> WHAT YOU HAVE TO DO
Count the lines in the entries below that include the word "Bahia". Give nothing but the number.

> Stored data entries
▶

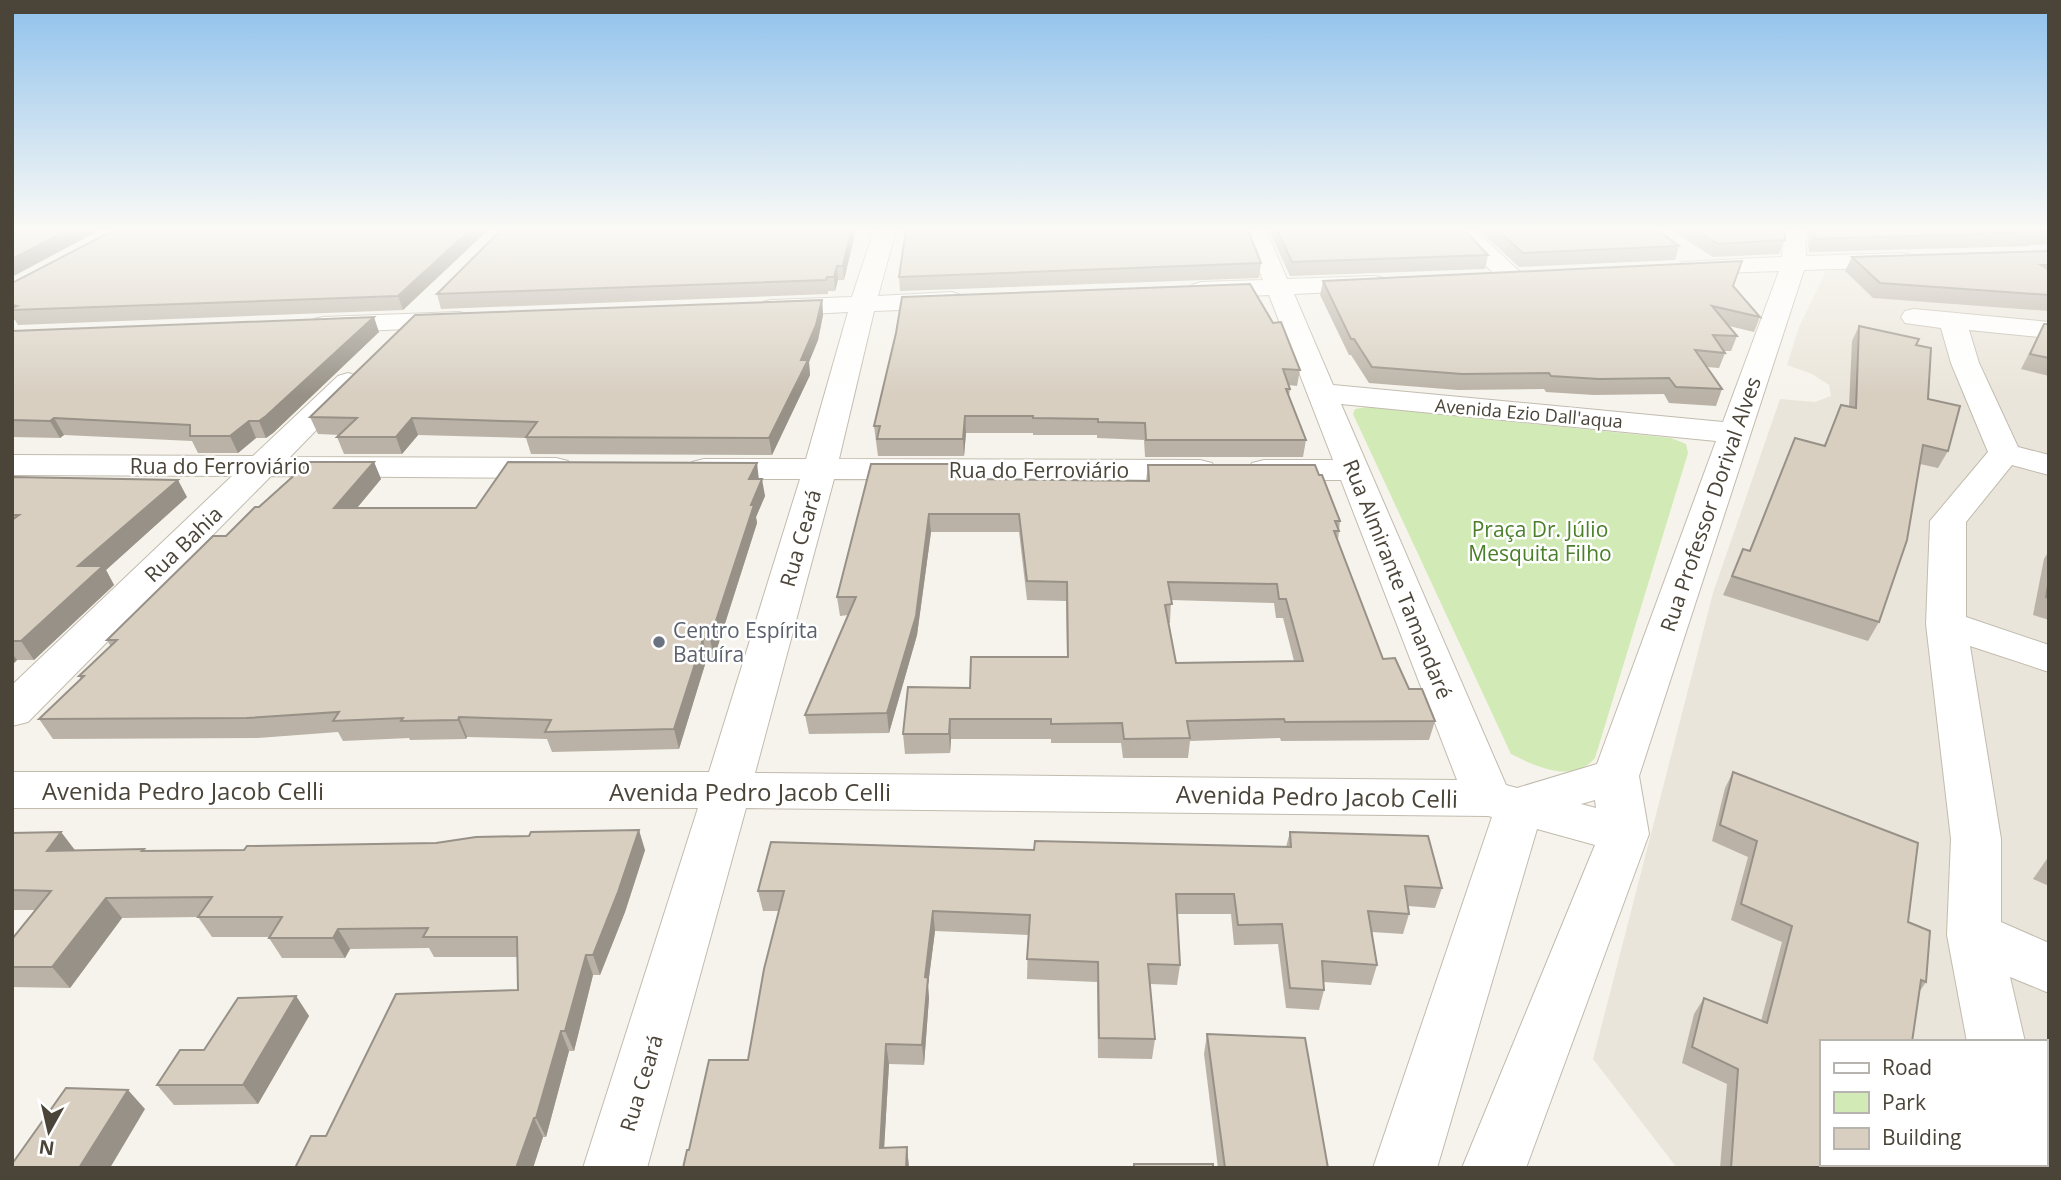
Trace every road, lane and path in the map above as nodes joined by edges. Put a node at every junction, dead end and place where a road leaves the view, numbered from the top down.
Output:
1 (867, 285) edge
2 (1325, 285) edge
3 (1781, 285) edge
4 (1277, 287) junction
5 (1180, 291) edge
6 (437, 295) edge
7 (972, 300) edge
8 (861, 304) junction
9 (751, 308) edge
10 (477, 320) edge
11 (409, 322) junction
12 (299, 326) edge
13 (2049, 330) edge
14 (1323, 393) junction
15 (1734, 433) junction
16 (2005, 453) junction
17 (12, 465) edge
18 (2049, 465) edge
19 (264, 466) junction
20 (583, 468) edge
21 (667, 469) edge
22 (820, 470) junction
23 (1353, 470) junction
24 (1946, 624) junction
25 (2049, 659) edge
26 (12, 711) edge
27 (1616, 776) junction
28 (12, 790) edge
29 (728, 790) junction
30 (1504, 802) junction
31 (1624, 834) junction
32 (1974, 935) junction
33 (2049, 970) edge
34 (1996, 1040) edge
35 (1505, 1164) edge
36 (615, 1168) edge
37 (1405, 1168) edge

1 - 8 street, Rua Ceará
2 - 4 street
3 - 15 street, Rua Professor Dorival Alves
4 - 5 street
4 - 14 street, Rua Almirante Tamandaré
6 - 11 street, Rua Bahia
7 - 8 street
8 - 9 street
8 - 22 street, Rua Ceará
10 - 11 street
11 - 12 street
11 - 19 street, Rua Bahia
13 - 16 street
14 - 15 street, Avenida Ezio Dall'aqua
14 - 23 street, Rua Almirante Tamandaré
15 - 27 street, Rua Professor Dorival Alves
16 - 18 street
16 - 24 street
17 - 19 street, Rua do Ferroviário
19 - 20 street, Rua do Ferroviário
19 - 26 street, Rua Bahia
21 - 22 street, Rua do Ferroviário
22 - 23 street, Rua do Ferroviário
22 - 29 street, Rua Ceará
23 - 30 street, Rua Almirante Tamandaré
24 - 25 street
24 - 32 street
27 - 30 street
27 - 31 street, Rua Professor Dorival Alves
28 - 29 street, Avenida Pedro Jacob Celli
29 - 30 street, Avenida Pedro Jacob Celli
29 - 36 street, Rua Ceará
30 - 31 street
30 - 37 street
31 - 35 street, Rua Professor Dorival Alves
32 - 33 street
32 - 34 street

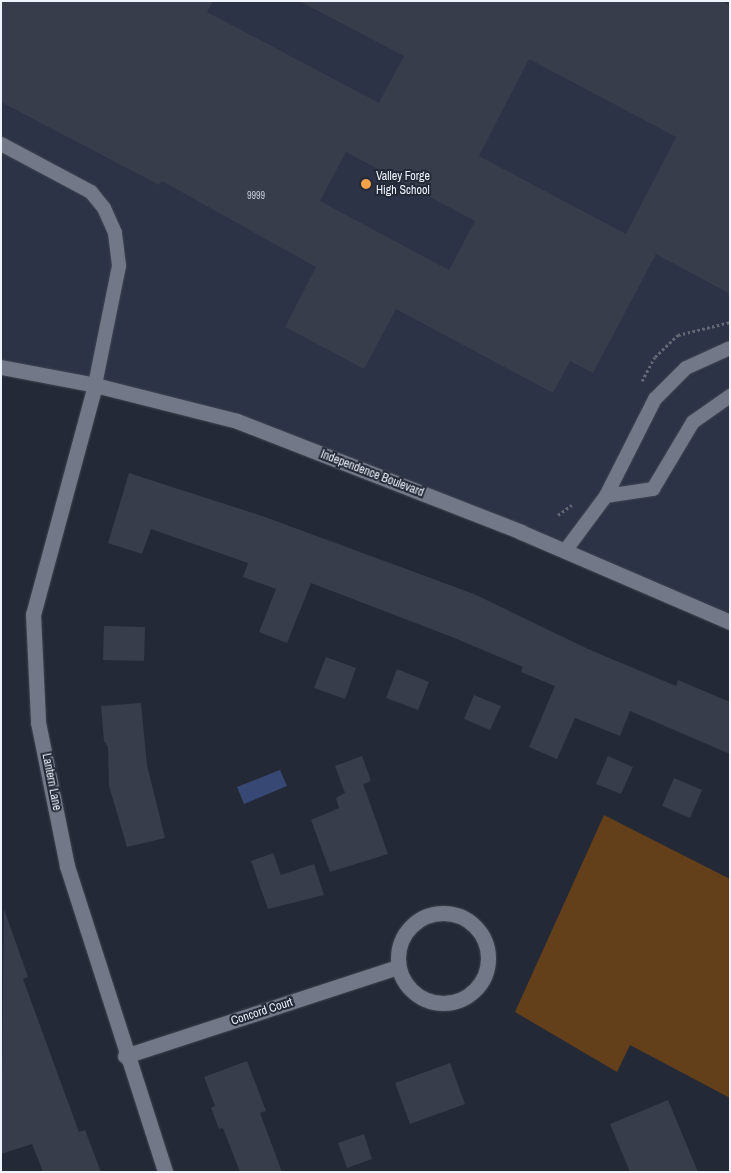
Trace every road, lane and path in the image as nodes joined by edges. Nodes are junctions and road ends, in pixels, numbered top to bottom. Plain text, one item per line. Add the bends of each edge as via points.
1 (1, 144) edge
2 (730, 348) edge
3 (1, 367) edge
4 (94, 386) junction
5 (730, 396) edge
6 (606, 496) junction
7 (564, 551) junction
8 (730, 622) edge
9 (398, 967) junction
10 (126, 1056) junction
11 (165, 1172) edge

1 - 4 lane via 91,192 104,208 115,233 119,266
2 - 6 lane via 686,368 655,400
3 - 4 street, Independence Boulevard
4 - 7 street, Independence Boulevard via 237,421
4 - 10 street, Lantern Lane via 34,624 38,722 67,866
5 - 6 lane via 693,422 653,489
6 - 7 lane
7 - 8 street, Independence Boulevard
9 - 9 street via 403,936 426,916 457,916 470,923 487,948 488,962 481,982 466,997 452,1003 438,1003 418,996 403,980
9 - 10 street, Concord Court
10 - 11 street, Lantern Lane

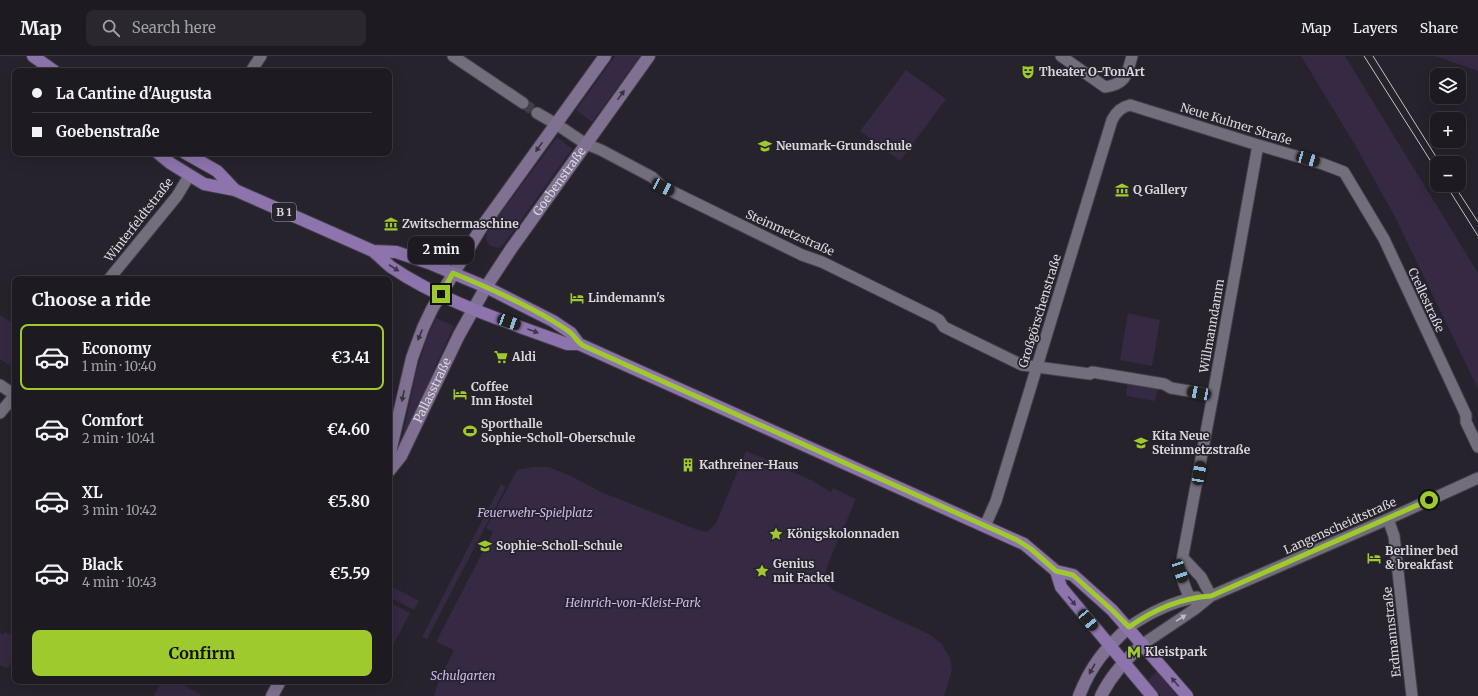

◀

> RESPONSE AREA
3